Your electricity or gas supply can be disconnected when:
- you don't contact the retailer to open an account or to pay for energy you've used
- you don't pay an overdue amount
- you don't agree to any of the retailer's payment plan offers
- you don't keep to your payment plan, you miss a payment or your payment is late
- your payment plan is cancelled
- you don’t maintain contact with the provider (for example, you don’t let them know you have an EAPA appointment or you’ve made a payment)
- you haven't paid a security deposit
- the wiring or gas piping in your home is unsafe.
Before they disconnect
Providers must follow a number of steps before they disconnect you, including issuing you with at least two written notices - a reminder and a disconnection warning. The disconnection warning notice can be issued at least 6 business days after the reminder notice. The disconnection warning notice should state:
- the reason/s for disconnection
- the date when the warning period ends and that payment must be made during the warning period
- the reconnection procedures and that there is a charge for reconnection
- that you can contact EWON and include our contact details
- the phone number for the retailer and the distributor.
After they send you the disconnection warning notice, your energy provider must make reasonable attempts to contact you, to give you the chance to make a payment or enter into a payment arrangement. They may contact you by phone, fax or in person.
In most circumstances, you’ll have to pay a disconnection and reconnection fee. Fees are set by the Australian Energy Regulator and not by the companies themselves. There may also be extra fees if you want to be reconnected after hours (after 3pm weekdays) or you have been disconnected at the pole rather than the meter box.
If the provider has disconnected you by mistake, or without taking reasonable steps to contact you, they should not charge you a fee.
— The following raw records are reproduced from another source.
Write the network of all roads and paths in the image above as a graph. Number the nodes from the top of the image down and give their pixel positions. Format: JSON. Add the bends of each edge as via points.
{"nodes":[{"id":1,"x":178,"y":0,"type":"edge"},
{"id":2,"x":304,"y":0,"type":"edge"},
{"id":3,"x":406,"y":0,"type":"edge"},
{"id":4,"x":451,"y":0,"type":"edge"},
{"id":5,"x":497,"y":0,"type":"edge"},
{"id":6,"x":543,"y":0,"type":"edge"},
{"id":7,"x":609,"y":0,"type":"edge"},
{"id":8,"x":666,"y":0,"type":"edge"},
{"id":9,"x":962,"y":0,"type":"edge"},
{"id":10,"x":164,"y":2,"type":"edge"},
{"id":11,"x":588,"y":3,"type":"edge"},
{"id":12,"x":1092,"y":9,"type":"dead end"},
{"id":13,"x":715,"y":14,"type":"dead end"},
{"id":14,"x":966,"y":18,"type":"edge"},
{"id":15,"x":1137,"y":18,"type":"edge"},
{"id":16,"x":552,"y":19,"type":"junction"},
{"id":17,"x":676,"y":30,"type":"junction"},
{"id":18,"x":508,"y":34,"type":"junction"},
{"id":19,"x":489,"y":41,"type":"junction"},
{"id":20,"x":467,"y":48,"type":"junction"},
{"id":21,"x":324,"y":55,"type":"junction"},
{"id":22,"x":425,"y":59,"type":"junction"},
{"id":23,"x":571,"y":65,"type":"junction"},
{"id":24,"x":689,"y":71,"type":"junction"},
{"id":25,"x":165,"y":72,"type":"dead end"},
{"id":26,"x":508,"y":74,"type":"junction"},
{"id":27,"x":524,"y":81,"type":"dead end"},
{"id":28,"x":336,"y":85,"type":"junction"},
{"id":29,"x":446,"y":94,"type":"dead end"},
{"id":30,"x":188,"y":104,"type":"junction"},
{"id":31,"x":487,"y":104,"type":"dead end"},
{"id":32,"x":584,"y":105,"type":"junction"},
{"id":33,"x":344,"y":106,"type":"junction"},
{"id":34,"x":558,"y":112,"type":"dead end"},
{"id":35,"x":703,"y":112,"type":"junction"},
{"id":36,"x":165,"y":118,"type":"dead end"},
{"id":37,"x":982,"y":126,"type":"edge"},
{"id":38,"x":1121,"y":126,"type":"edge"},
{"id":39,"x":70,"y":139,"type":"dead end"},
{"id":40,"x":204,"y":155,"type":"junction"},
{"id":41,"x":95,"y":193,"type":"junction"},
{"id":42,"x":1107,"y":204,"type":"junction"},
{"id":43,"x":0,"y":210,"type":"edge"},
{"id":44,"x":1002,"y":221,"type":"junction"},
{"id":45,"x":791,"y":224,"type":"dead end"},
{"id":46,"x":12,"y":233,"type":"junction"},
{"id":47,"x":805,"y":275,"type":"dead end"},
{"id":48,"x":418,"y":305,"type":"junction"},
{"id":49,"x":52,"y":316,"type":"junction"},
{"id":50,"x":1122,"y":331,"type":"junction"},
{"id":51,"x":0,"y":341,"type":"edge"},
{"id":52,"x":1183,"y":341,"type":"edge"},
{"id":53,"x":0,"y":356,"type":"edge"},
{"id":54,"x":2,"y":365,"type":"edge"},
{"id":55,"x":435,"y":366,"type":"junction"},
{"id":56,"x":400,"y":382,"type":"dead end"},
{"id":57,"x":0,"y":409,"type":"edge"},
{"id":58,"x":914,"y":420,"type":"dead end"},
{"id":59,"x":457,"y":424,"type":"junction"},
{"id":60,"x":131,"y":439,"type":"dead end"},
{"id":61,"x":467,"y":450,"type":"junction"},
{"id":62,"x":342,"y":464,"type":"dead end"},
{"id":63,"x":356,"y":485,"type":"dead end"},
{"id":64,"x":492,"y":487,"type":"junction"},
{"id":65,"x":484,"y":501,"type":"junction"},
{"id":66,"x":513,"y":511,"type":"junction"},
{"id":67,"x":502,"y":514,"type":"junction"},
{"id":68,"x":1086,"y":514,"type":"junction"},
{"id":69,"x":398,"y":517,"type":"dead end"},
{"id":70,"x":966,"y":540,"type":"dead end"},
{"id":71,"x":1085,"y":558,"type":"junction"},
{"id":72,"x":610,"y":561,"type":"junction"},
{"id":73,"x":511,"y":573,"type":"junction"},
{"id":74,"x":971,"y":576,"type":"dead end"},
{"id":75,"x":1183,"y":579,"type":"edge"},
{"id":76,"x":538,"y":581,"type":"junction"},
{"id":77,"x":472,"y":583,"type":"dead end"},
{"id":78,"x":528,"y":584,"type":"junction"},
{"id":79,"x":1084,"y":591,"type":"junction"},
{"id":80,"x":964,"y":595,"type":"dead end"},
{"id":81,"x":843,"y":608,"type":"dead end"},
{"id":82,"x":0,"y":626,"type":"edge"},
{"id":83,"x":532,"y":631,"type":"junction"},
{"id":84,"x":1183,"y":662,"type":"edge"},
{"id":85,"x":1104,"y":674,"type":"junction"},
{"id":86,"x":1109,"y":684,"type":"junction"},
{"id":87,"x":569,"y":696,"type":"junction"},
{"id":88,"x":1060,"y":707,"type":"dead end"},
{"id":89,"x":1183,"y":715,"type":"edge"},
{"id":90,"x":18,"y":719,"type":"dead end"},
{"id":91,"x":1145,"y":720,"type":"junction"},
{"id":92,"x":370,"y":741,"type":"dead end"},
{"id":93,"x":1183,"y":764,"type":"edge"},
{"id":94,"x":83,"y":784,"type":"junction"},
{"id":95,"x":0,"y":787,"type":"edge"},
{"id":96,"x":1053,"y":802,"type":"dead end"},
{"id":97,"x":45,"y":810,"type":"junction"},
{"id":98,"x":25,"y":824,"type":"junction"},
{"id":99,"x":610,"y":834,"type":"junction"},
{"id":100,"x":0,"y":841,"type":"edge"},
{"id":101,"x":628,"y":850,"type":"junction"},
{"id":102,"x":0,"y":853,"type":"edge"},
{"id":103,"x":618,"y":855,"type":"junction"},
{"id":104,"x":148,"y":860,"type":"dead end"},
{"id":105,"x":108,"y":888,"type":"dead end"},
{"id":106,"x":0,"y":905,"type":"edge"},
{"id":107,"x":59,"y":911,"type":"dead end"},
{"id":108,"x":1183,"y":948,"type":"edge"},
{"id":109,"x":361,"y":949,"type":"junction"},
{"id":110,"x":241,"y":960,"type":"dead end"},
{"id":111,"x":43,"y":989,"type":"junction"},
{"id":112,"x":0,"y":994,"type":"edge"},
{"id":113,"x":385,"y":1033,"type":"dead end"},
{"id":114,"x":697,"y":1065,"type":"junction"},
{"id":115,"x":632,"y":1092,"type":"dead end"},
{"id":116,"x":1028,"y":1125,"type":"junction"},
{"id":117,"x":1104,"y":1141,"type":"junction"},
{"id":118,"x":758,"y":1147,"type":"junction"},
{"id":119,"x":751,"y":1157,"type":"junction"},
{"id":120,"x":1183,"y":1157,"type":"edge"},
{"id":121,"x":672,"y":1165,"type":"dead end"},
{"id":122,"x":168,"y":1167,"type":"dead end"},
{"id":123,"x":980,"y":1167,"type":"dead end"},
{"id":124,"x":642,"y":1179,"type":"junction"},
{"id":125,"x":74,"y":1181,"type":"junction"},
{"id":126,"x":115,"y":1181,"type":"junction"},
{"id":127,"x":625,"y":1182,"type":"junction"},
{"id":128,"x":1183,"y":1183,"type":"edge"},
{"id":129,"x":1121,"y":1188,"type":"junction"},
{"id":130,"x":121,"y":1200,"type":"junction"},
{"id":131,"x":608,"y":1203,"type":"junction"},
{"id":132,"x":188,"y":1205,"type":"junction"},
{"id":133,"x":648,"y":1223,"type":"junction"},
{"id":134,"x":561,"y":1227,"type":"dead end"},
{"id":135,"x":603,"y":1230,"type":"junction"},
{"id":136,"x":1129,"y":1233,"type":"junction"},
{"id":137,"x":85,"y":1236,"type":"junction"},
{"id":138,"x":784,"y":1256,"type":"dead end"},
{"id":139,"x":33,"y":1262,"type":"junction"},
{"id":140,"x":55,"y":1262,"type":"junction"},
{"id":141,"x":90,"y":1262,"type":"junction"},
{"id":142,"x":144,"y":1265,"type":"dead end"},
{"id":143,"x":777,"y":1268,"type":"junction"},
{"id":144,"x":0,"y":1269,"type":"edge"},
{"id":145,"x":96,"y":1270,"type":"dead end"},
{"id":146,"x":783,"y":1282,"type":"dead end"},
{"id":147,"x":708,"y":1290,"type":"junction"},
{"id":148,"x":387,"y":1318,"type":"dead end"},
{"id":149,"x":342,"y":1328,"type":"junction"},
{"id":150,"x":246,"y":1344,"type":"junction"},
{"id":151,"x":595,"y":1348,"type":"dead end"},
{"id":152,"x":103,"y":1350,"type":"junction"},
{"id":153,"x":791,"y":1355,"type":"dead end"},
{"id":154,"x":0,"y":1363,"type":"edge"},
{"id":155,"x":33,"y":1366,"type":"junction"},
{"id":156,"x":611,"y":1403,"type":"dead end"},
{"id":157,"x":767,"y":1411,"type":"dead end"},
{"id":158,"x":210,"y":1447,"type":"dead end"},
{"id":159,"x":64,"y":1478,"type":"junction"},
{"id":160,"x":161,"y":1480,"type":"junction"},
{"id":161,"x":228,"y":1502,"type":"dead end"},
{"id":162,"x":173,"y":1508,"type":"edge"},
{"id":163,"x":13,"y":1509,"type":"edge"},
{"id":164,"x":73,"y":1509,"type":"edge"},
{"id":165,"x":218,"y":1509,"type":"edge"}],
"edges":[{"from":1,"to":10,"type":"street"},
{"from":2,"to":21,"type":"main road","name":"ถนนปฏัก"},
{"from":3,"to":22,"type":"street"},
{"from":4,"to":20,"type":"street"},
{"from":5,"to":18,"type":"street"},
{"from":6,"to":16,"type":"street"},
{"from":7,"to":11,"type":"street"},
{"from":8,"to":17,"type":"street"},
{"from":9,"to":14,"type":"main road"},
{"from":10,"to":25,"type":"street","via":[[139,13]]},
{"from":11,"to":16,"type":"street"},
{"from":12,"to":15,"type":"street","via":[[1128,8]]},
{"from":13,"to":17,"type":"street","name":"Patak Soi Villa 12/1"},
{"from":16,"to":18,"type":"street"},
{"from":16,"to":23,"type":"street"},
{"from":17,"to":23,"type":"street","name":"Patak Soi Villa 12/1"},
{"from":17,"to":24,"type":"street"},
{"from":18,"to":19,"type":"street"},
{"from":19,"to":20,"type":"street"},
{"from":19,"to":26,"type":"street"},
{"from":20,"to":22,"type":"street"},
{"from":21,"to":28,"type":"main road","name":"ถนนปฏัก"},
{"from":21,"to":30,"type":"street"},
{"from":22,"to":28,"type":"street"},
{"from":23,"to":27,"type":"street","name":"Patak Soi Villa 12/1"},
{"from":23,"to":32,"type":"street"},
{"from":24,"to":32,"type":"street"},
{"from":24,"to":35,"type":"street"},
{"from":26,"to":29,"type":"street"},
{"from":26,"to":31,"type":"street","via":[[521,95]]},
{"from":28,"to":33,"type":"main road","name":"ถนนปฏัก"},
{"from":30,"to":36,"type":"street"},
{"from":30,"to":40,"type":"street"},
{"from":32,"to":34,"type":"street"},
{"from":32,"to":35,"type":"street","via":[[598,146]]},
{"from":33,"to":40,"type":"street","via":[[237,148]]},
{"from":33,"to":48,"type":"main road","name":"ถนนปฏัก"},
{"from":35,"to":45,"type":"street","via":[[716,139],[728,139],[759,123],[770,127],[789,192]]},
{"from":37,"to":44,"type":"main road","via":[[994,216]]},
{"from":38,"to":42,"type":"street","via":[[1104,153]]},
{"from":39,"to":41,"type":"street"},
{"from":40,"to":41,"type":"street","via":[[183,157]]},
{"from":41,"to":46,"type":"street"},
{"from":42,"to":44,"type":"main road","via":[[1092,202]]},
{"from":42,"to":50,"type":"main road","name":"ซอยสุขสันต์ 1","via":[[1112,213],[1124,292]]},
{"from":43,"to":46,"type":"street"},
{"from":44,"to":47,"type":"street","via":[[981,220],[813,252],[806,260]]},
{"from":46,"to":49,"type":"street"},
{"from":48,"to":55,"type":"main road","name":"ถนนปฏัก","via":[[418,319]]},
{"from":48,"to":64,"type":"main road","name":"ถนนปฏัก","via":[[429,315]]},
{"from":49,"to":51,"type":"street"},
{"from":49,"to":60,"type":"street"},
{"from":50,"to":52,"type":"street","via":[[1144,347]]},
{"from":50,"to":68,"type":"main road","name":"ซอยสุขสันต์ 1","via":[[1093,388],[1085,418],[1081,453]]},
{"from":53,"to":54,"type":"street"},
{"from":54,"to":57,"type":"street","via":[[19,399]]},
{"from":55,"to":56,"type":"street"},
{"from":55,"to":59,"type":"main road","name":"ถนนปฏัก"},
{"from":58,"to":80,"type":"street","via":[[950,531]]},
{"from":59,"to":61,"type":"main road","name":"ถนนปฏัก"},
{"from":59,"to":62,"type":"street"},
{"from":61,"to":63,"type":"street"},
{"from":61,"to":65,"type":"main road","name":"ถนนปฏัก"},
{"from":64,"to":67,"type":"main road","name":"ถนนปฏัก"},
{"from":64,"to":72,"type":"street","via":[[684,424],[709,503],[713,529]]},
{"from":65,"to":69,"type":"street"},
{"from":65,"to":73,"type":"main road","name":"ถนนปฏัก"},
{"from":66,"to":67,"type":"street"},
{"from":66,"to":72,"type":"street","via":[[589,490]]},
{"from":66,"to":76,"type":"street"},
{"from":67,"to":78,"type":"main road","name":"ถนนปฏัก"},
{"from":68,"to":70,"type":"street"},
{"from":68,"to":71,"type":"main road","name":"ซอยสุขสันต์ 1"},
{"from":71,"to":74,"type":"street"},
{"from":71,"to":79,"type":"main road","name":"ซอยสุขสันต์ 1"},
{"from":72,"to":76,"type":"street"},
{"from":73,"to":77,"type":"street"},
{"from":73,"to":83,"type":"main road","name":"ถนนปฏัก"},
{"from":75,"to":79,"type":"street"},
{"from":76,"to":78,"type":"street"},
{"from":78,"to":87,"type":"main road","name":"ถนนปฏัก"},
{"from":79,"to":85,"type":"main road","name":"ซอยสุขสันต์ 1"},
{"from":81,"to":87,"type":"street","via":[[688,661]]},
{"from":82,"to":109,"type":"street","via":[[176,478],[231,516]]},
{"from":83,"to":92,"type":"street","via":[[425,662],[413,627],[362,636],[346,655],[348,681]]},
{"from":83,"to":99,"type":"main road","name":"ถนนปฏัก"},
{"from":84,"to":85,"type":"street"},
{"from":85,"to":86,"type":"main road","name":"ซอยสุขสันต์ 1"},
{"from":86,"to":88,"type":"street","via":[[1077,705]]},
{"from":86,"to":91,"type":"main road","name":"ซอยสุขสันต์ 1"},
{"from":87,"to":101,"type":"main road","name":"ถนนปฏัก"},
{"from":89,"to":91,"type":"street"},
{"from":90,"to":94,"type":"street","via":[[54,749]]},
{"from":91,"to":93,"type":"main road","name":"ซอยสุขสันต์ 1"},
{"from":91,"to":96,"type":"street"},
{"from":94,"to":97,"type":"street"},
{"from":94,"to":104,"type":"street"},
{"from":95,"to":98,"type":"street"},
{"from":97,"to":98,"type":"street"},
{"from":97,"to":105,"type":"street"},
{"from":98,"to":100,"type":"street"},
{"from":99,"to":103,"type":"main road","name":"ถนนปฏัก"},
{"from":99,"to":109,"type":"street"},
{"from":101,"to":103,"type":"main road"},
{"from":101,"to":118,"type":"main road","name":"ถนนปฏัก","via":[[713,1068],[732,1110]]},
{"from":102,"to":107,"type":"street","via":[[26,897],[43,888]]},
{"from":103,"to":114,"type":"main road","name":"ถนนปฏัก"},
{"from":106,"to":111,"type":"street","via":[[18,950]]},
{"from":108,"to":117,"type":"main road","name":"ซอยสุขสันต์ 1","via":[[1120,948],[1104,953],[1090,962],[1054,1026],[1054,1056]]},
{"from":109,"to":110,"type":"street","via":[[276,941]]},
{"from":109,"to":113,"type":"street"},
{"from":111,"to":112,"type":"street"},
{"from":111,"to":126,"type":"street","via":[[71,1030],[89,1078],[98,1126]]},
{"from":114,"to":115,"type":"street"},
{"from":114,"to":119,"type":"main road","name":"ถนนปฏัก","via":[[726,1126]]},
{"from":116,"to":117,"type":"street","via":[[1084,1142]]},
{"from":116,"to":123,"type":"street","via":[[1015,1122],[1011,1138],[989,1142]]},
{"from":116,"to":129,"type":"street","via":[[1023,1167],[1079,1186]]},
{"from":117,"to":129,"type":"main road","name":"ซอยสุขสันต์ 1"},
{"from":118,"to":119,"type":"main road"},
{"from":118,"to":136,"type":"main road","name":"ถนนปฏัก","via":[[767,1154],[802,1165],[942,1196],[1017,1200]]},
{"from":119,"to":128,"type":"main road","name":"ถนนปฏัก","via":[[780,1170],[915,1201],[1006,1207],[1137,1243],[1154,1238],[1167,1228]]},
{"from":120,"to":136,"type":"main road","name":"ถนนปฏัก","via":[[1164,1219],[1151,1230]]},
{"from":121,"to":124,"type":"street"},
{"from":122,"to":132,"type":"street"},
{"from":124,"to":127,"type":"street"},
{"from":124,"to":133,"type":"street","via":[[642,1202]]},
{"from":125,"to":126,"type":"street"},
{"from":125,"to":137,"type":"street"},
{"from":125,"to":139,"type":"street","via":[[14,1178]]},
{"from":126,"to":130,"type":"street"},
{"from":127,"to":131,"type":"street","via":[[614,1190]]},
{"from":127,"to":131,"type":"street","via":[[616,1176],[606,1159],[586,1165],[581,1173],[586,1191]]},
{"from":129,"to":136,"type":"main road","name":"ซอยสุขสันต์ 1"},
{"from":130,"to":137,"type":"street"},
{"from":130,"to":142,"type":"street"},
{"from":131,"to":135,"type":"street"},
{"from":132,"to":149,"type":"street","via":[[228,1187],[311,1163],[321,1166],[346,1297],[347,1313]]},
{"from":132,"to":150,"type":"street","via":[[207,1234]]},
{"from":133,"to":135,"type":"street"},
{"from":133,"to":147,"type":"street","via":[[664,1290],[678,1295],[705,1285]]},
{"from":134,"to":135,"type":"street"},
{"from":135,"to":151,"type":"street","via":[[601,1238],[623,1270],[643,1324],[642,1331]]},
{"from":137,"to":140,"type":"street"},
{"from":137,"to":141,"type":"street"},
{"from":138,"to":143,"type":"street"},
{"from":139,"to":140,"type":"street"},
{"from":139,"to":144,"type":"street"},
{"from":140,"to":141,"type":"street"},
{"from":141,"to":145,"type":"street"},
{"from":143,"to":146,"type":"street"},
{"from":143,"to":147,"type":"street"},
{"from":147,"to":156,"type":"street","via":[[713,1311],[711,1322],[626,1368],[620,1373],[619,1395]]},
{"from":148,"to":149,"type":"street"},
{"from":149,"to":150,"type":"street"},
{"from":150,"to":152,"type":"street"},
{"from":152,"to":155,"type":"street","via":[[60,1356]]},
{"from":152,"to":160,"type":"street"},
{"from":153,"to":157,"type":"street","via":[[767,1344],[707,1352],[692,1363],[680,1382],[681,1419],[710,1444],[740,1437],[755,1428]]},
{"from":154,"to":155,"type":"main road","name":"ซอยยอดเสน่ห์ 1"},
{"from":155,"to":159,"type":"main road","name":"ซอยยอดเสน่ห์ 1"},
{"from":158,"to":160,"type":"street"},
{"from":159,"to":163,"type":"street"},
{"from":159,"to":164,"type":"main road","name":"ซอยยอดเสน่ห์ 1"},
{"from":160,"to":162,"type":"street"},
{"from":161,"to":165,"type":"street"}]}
Shortened collection cycle
If you have received a reminder or warning notice for two bills in a row, your retailer can place you on a shortened collection cycle. This means that instead of receiving two written notices, the retailer only has to send you one. They still have to make attempts to contact you. And they also have to warn you that you are at risk of being placed on the shortened collection cycle, before they send you a notice for the second bill in a row.
If you pay the next three bills in a row by the due date, you will be removed from the shortened collection cycle.
If you are experiencing financial difficulties or are on the retailer’s hardship program, you cannot be placed on the shortened collection cycle.
Water is usually not disconnected because of the impact on public health. However, water can be restricted to allow only a very limited flow to the property.
Hunter Water and Sydney Water have customer contracts that regulate restriction practices. The following guidelines apply to customers of these two water suppliers.
Grounds for restriction
Hunter Water and Sydney Water can restrict if you:
- fail to pay any amount due
- fail to ensure access to the meter
- have non-compliant plumbing work
- breach a relevant law
- discharge unauthorised trade waste water
- discharge chemicals that pose a health risk
- fail to install a backflow prevention device when required
- use recycled water improperly
- do not comply with the terms of the customer contract.
Notification of restriction
Unlike electricity and gas, water suppliers are not required to follow a legislated notification schedule. Sydney Water and Hunter Water will notify customers in writing and may attempt to contact you by phone or in person before the water is restricted.